Friday, April 23, 2010
The Wind In The Willows
This book belongs to Lori. I believe it originally belonged to her grandfather, from whom she inherited a small shelf of hardcover books that included, remarkably, given that her grandparents were farmers living in an isolated portion of North Central New York State, a first edition hardcover of Lolita.
We visited the old homestead a few years back. It was in autumn, and Lori had connected with the couple that had purchased her family's "camp" on a lake near Watertown. She spent many of her summers at the camp and most of her fondest childhood memories are located there. We rented it for a long weekend and while we were in town we drove over to Rossi, the farming hamlet her grandparents once lived in and where her mother was raised. Her mother was a Turnbull. We found lots of old Turnbull gravestones in the little cemetery there.

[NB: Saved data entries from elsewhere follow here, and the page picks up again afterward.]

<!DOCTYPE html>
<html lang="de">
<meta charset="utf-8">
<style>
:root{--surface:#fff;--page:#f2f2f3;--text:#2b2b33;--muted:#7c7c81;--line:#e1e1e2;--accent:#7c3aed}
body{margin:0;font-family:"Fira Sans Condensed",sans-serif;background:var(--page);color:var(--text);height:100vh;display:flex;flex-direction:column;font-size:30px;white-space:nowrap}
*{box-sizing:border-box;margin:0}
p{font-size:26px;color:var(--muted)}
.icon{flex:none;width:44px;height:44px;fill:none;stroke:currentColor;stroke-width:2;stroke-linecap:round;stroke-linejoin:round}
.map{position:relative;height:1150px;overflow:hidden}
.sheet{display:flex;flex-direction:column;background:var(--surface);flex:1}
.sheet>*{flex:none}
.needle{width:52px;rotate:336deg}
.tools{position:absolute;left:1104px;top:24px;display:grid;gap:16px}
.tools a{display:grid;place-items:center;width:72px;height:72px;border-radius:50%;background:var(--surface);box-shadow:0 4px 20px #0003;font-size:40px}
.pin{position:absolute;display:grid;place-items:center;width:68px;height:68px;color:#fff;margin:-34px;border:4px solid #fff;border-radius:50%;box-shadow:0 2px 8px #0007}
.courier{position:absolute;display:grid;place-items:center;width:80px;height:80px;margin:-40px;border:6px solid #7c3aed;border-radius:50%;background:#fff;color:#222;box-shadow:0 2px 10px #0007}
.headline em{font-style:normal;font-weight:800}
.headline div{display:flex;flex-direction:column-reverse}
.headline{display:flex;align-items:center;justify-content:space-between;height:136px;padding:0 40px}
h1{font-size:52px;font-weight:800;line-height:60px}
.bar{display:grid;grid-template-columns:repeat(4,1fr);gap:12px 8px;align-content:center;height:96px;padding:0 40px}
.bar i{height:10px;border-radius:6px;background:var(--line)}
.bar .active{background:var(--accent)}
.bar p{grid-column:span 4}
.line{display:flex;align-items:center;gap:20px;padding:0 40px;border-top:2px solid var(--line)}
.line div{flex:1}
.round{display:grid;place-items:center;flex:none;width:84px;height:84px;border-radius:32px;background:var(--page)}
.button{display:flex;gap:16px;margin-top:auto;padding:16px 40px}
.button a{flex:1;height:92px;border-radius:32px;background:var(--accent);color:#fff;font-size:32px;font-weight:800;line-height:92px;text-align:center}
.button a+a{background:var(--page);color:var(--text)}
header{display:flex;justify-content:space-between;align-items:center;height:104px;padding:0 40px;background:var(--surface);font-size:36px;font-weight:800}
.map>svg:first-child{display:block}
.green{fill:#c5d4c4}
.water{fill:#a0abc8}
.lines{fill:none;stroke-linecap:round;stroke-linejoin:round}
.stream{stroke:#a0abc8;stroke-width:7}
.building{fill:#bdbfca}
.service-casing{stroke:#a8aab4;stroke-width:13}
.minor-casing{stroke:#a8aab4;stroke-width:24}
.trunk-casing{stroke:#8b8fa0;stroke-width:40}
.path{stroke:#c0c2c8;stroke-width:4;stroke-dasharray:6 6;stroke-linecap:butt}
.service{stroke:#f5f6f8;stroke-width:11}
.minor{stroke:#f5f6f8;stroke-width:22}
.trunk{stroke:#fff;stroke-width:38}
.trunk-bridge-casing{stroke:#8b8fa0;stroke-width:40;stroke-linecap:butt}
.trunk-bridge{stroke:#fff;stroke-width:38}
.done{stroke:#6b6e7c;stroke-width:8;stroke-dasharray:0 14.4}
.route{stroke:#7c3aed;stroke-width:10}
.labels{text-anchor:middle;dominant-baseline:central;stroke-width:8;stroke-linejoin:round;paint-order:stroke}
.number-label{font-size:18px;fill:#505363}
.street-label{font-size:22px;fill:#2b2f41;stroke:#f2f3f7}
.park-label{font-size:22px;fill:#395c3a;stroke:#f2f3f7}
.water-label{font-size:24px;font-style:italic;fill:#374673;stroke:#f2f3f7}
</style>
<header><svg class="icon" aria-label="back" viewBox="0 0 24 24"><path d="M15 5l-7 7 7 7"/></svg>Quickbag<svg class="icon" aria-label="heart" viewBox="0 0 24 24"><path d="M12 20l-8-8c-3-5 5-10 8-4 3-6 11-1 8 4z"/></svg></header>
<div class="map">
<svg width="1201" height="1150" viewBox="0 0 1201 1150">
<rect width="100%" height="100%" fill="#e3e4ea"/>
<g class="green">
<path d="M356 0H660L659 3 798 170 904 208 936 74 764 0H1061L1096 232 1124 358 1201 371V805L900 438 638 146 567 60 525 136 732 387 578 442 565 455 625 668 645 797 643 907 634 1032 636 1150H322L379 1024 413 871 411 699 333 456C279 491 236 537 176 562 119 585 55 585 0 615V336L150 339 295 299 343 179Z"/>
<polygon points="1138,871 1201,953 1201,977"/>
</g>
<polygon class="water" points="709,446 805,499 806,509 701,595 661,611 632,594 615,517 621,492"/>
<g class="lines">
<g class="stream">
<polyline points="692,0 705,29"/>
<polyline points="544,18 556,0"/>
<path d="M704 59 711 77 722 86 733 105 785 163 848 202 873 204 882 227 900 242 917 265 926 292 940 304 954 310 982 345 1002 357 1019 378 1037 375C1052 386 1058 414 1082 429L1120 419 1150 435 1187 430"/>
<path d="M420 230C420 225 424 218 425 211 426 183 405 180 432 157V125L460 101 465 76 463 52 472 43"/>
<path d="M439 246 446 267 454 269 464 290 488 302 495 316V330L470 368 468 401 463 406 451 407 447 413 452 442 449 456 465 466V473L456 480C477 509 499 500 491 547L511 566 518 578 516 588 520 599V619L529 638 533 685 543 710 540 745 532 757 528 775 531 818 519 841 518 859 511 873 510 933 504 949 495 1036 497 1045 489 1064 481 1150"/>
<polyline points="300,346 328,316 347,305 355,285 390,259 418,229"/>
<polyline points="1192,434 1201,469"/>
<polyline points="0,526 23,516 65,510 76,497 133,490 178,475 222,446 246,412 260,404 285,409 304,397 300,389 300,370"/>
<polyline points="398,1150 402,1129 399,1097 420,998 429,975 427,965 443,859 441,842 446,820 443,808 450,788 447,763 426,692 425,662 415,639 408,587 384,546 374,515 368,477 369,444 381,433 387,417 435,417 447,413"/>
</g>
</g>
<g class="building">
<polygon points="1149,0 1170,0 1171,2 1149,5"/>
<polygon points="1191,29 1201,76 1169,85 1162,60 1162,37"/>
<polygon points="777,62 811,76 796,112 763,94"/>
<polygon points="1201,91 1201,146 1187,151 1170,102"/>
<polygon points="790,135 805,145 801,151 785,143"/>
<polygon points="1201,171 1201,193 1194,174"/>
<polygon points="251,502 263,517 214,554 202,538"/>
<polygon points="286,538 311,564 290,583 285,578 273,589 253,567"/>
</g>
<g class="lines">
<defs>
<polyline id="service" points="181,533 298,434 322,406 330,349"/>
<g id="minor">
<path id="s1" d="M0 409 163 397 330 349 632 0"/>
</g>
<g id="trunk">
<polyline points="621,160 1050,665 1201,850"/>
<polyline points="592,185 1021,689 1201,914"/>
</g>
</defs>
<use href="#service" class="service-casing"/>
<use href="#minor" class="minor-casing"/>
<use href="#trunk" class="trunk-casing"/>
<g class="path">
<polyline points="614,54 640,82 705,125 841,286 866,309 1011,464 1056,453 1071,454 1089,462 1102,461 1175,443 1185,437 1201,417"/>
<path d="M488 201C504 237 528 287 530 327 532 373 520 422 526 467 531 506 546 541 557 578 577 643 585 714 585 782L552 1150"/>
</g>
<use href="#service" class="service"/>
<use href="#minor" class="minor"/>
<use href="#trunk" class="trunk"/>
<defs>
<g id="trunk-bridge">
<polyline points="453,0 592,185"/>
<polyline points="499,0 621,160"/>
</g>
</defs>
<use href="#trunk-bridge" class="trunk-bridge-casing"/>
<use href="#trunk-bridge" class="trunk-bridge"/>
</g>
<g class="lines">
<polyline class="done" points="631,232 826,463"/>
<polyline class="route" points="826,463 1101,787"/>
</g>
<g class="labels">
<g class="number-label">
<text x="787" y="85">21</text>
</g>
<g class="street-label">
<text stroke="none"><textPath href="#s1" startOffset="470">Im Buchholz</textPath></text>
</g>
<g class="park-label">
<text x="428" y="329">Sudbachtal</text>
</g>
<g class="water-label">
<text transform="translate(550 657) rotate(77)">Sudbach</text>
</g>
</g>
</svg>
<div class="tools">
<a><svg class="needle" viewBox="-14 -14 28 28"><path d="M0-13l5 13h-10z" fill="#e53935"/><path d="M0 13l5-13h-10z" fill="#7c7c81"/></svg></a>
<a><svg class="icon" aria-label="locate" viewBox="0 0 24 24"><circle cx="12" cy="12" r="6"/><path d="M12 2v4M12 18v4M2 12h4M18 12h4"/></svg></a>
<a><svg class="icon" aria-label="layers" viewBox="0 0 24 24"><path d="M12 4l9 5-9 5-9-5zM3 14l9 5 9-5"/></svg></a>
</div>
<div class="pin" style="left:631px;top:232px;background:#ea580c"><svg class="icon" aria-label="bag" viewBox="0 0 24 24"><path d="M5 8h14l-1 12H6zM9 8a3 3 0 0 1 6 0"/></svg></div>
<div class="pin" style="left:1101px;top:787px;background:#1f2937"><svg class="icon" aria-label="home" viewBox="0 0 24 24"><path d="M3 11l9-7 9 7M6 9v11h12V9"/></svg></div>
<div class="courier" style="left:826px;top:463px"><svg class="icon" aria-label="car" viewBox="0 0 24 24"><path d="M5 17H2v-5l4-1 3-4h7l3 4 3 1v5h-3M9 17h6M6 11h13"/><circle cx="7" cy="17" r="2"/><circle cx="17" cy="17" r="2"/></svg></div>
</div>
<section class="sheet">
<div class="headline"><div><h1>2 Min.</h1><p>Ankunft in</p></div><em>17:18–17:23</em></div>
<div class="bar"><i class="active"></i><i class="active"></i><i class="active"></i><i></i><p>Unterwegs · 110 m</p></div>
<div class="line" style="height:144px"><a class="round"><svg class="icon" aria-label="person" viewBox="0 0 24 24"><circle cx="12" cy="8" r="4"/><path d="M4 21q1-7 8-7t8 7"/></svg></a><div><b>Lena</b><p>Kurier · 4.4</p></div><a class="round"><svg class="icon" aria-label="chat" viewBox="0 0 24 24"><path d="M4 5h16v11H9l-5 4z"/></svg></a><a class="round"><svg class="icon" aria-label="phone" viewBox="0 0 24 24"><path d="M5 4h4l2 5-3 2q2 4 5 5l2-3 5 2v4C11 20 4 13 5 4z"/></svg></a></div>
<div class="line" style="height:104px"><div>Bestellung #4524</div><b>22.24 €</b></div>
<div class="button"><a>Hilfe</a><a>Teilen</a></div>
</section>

To get to the farm, you drive along a river, over a little bridge and up a hill. On the right stands an enormous old barn, probably fifty feet high, leaning slightly, which we have been told was purchased out of a Sears and Roebuck catalog. To the left, the little farmhouse, now empty, sits atop a little hillock. We climbed up and circled the vacant structure several times, peeking here and there through the dirty windows. Lori recognized a few aging pieces of furniture that still sat unused in various rooms. Apparently the farm had been sold years ago to someone who owned adjoining land. They had no use for the house, so they let it go. They still seemed to be using the barn, though.
Anyhow, this is not a first edition of Wind in the Willows. It seems to have been printed in 1913. I think it is a second edition. It has a beautiful cover, which you can sort of see behind the computer glare in the photo. A frog in a straw hat and a white linen suit sits atop a stump beside a river, smoking a cigar through a long ivory stem, a very self-satisfied look on his face. What appear to be a mole and a rat row past in a little boat. The rat is looking in toward the shore. An otter in jeans, white shirt and suspenders stands on the bank, his right arm on the shoulder of a seated fox in a yellow and red plaid shirt. The otter appears to be waving to the mole and the rat, while the fox seems to be pointing his finger at the frog, his head is slightly upturned in that direction. He is smiling.
I am sure these are all famous characters from the book, but I wouldn't know. I haven't read it. Maybe I will. Maybe. I. Will.
from The Wind in the Willows
THE RIVER BANK
The Mole had been working very hard all the morning, spring- cleaning his little home. First with brooms, then with dusters; then on ladders and steps and chairs, with a brush and a pail of whitewash; till he had dust in his throat and eyes, and splashes of whitewash all over his black fur, and an aching back and weary arms. Spring was moving in the air above and in the earth below and around him, penetrating even his dark and lowly little house with its spirit of divine discontent and longing. It was small wonder, then, that he suddenly flung down his brush on the floor, said `Bother!' and `O blow!' and also `Hang spring-cleaning!' and bolted out of the house without even waiting to put on his coat. Something up above was calling him imperiously, and he made for the steep little tunnel which answered in his case to the gravelled carriage-drive owned by animals whose residences are nearer to the sun and air. So he scraped and scratched and scrabbled and scrooged and then he scrooged again and scrabbled and scratched and scraped, working busily with his little paws and muttering to himself, `Up we go! Up we go!' till at last, pop! his snout came out into the sunlight, and he found himself rolling in the warm grass of a great meadow.